■ EXERCISE REQUIREMENTS
Each line of the listing below must be retyped exactly, with images left out.

■ SOURCE MATERIAL
Segment Open

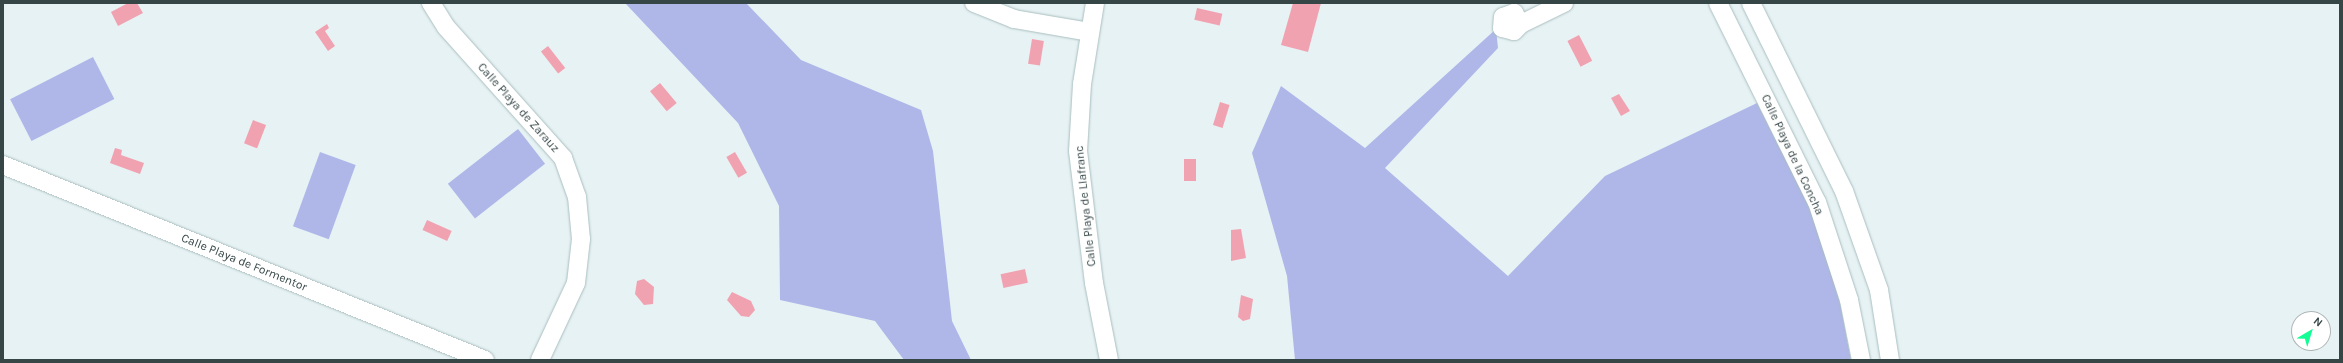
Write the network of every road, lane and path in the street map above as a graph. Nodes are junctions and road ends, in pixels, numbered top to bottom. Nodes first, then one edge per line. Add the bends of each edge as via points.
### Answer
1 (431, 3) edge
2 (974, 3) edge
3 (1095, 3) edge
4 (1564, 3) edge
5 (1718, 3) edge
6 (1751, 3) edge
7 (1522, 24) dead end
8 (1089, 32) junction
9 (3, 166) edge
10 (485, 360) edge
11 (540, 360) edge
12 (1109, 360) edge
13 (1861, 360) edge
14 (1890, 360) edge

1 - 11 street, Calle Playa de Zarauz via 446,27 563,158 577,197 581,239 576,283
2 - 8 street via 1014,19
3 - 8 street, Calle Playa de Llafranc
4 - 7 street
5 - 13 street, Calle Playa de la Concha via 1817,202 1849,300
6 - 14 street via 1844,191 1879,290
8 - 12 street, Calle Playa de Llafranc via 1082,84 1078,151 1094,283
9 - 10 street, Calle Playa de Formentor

Segment Closed

■ ANSWER TO THE PROBLEM
Write the network of every road, lane and path in the street map above as a graph. Nodes are junctions and road ends, in pixels, numbered top to bottom. Nodes first, then one edge per line. Add the bends of each edge as via points.
### Answer
1 (431, 3) edge
2 (974, 3) edge
3 (1095, 3) edge
4 (1564, 3) edge
5 (1718, 3) edge
6 (1751, 3) edge
7 (1522, 24) dead end
8 (1089, 32) junction
9 (3, 166) edge
10 (485, 360) edge
11 (540, 360) edge
12 (1109, 360) edge
13 (1861, 360) edge
14 (1890, 360) edge

1 - 11 street, Calle Playa de Zarauz via 446,27 563,158 577,197 581,239 576,283
2 - 8 street via 1014,19
3 - 8 street, Calle Playa de Llafranc
4 - 7 street
5 - 13 street, Calle Playa de la Concha via 1817,202 1849,300
6 - 14 street via 1844,191 1879,290
8 - 12 street, Calle Playa de Llafranc via 1082,84 1078,151 1094,283
9 - 10 street, Calle Playa de Formentor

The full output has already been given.